• **Exercise instructions**
How many lines in the data below contain the string "Wigglesworth"? State that number only.

*** Opening Records for the exercise ***

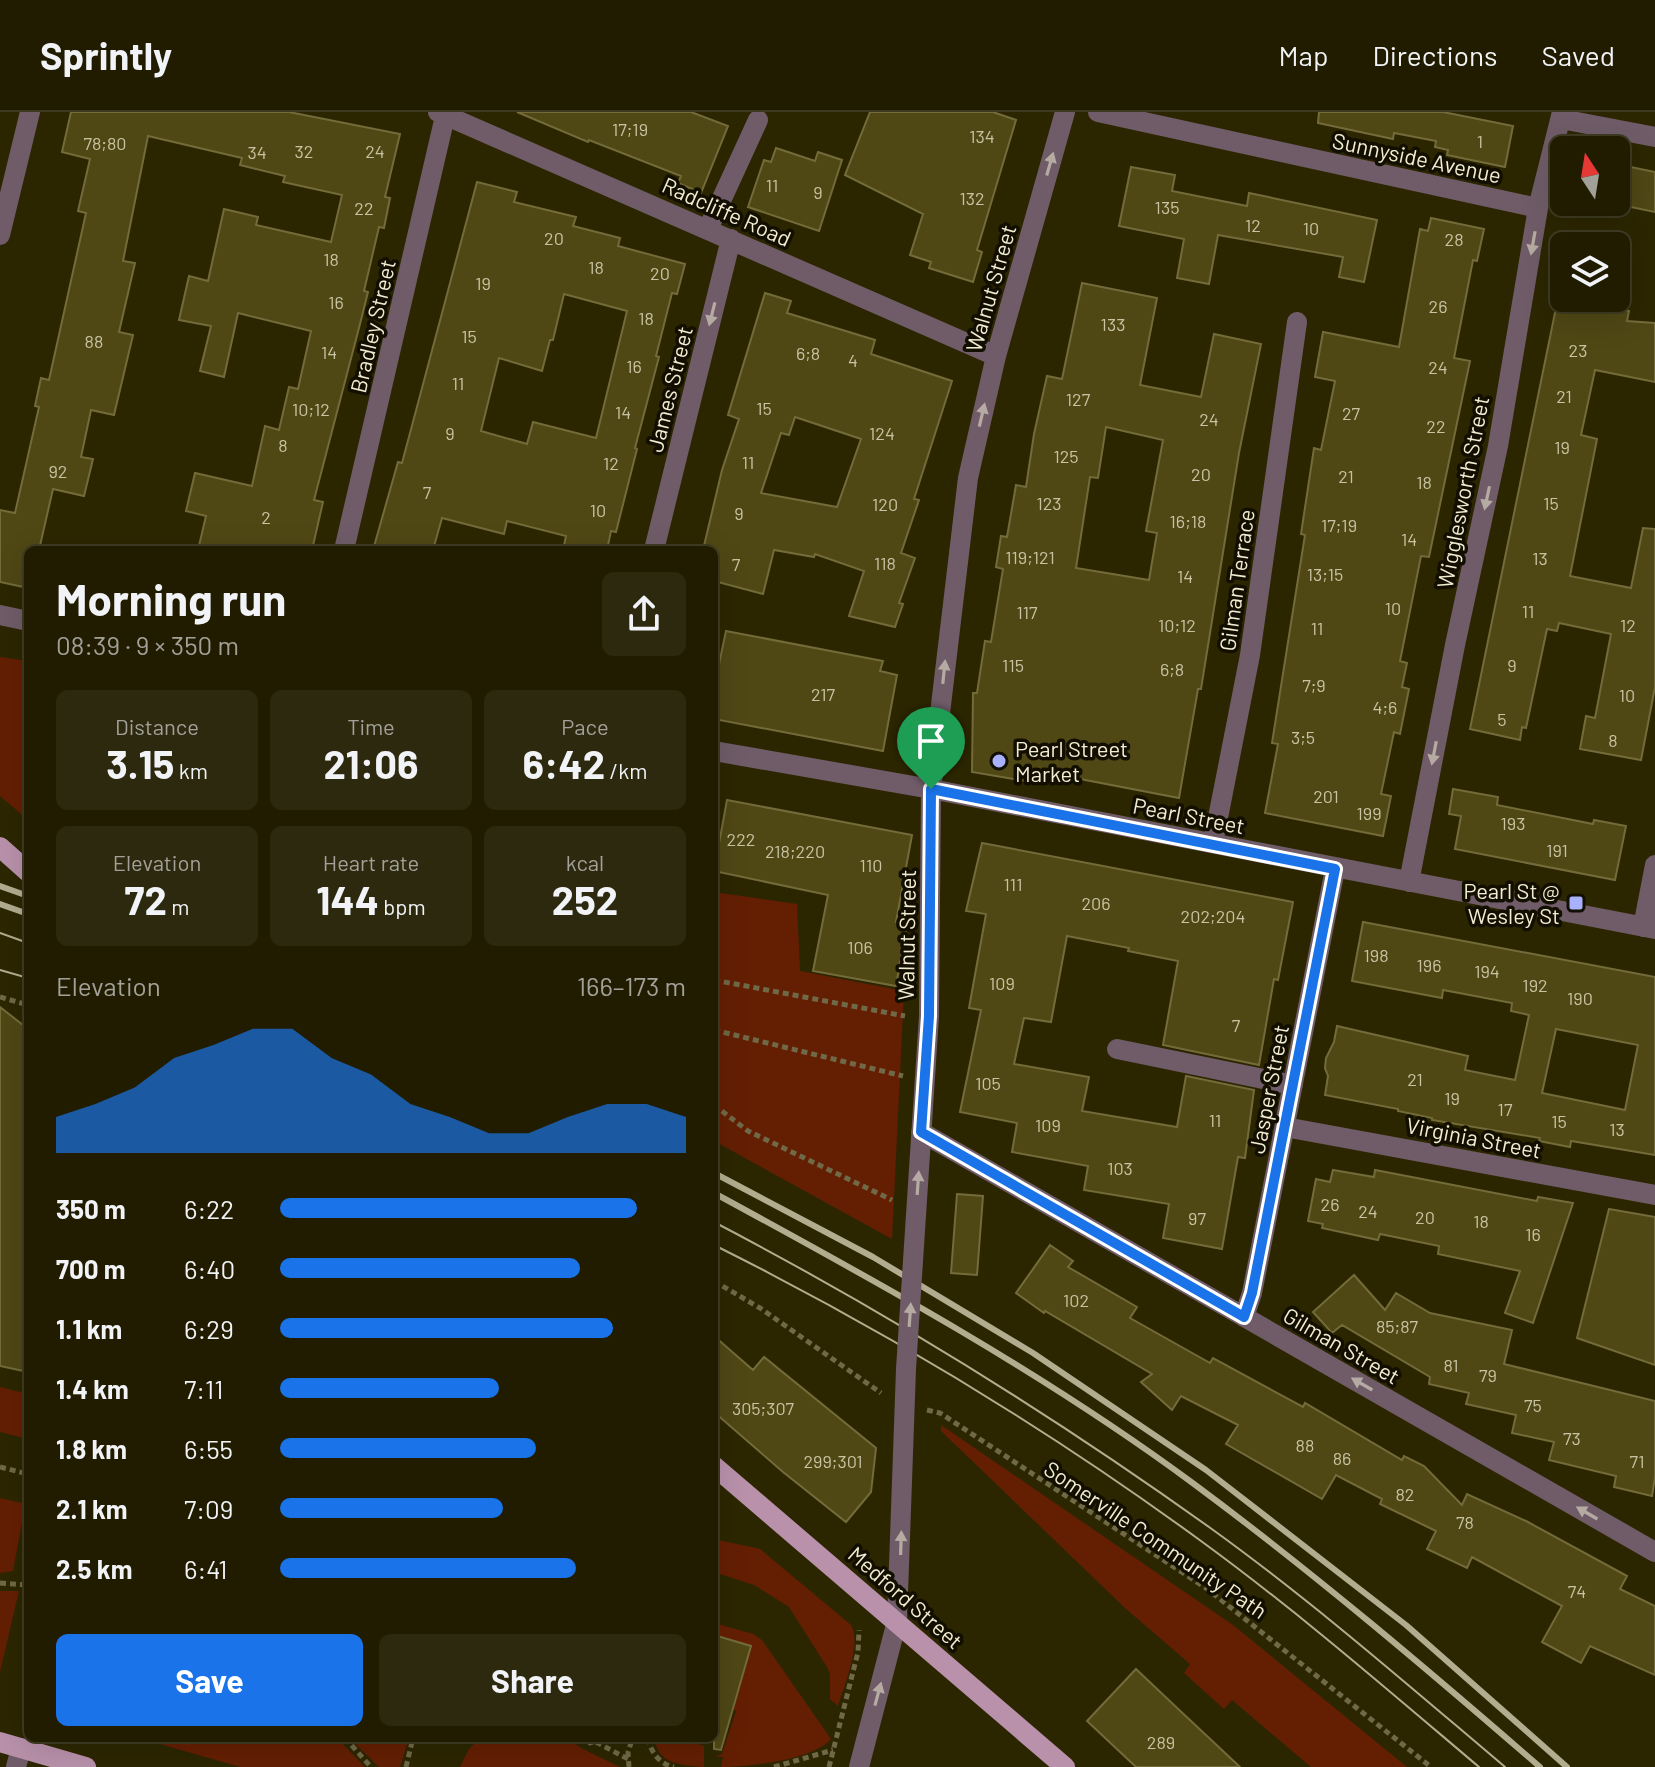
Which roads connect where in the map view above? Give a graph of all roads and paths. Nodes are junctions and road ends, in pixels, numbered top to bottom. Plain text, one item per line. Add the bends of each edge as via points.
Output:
1 (30, 112) edge
2 (1065, 112) edge
3 (1098, 112) edge
4 (443, 113) edge
5 (1562, 115) edge
6 (758, 120) dead end
7 (1655, 137) edge
8 (1538, 208) junction
9 (708, 229) junction
10 (0, 235) edge
11 (731, 239) junction
12 (1297, 322) dead end
13 (996, 356) junction
14 (345, 546) edge
15 (655, 546) edge
16 (0, 615) edge
17 (24, 620) edge
18 (718, 752) edge
19 (931, 789) junction
20 (1213, 843) junction
21 (0, 847) edge
22 (1655, 865) edge
23 (24, 868) edge
24 (1335, 869) junction
25 (1409, 882) junction
26 (1649, 928) edge
27 (718, 981) edge
28 (0, 997) edge
29 (24, 1004) edge
30 (908, 1017) dead end
31 (718, 1031) edge
32 (1117, 1049) dead end
33 (905, 1077) dead end
34 (1293, 1085) junction
35 (718, 1108) edge
36 (1285, 1127) junction
37 (921, 1132) junction
38 (1655, 1195) edge
39 (896, 1202) dead end
40 (718, 1283) edge
41 (1244, 1317) junction
42 (885, 1393) dead end
43 (930, 1411) dead end
44 (0, 1467) edge
45 (718, 1469) edge
46 (24, 1473) edge
47 (1655, 1552) edge
48 (0, 1583) edge
49 (24, 1585) edge
50 (897, 1621) junction
51 (859, 1630) dead end
52 (0, 1742) edge
53 (349, 1742) edge
54 (412, 1742) edge
55 (588, 1742) edge
56 (596, 1742) joint
57 (631, 1742) edge
58 (650, 1742) edge
59 (833, 1750) junction
60 (18, 1758) edge
61 (628, 1759) junction
62 (86, 1767) edge
63 (371, 1767) edge
64 (406, 1767) edge
65 (629, 1767) edge
66 (669, 1767) edge
67 (774, 1767) edge
68 (829, 1767) edge
69 (859, 1767) edge
70 (1065, 1767) edge
71 (1431, 1767) edge

1 - 10 street
13 -> 2 street, Walnut Street
3 - 8 street, Sunnyside Avenue
4 - 9 street, Radcliffe Road
4 - 14 street, Bradley Street
5 - 7 street
5 - 8 street, Wigglesworth Street
6 - 9 street
8 -> 25 street, Wigglesworth Street via 1498,446
9 - 11 street, Radcliffe Road
11 - 13 street, Radcliffe Road
11 -> 15 street, James Street
12 - 20 street, Gilman Terrace via 1250,655
19 -> 13 street, Walnut Street via 968,478
16 - 17 street
18 - 19 street, Pearl Street
19 - 20 street, Pearl Street
19 - 37 street, Walnut Street via 929,1016
20 - 24 street, Pearl Street
21 - 23 main road
22 - 26 street
24 - 25 street, Pearl Street
24 - 34 street, Jasper Street
25 - 26 street, Pearl Street
27 - 30 path
28 - 29 path
31 - 33 path
32 - 34 street
34 - 36 street, Jasper Street
35 - 39 path via 748,1131
36 - 38 street, Virginia Street
36 - 41 street, Jasper Street
37 - 41 street, Gilman Street
50 -> 37 street, Walnut Street, bridge
40 - 42 path
47 -> 41 street, Gilman Street
43 - 71 path, Somerville Community Path via 1192,1578
44 - 46 path
45 - 50 main road, Medford Street
48 - 49 path
69 -> 50 street, Walnut Street
50 - 70 main road, Medford Street
51 - 59 path
52 - 60 main road
53 - 63 path
54 - 64 path
55 - 56 path
56 - 61 path
57 - 61 path
58 - 66 path
59 - 67 path
59 - 68 path
60 - 62 main road
61 - 65 path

*** Closing Records for the exercise ***

• **The completed task**
2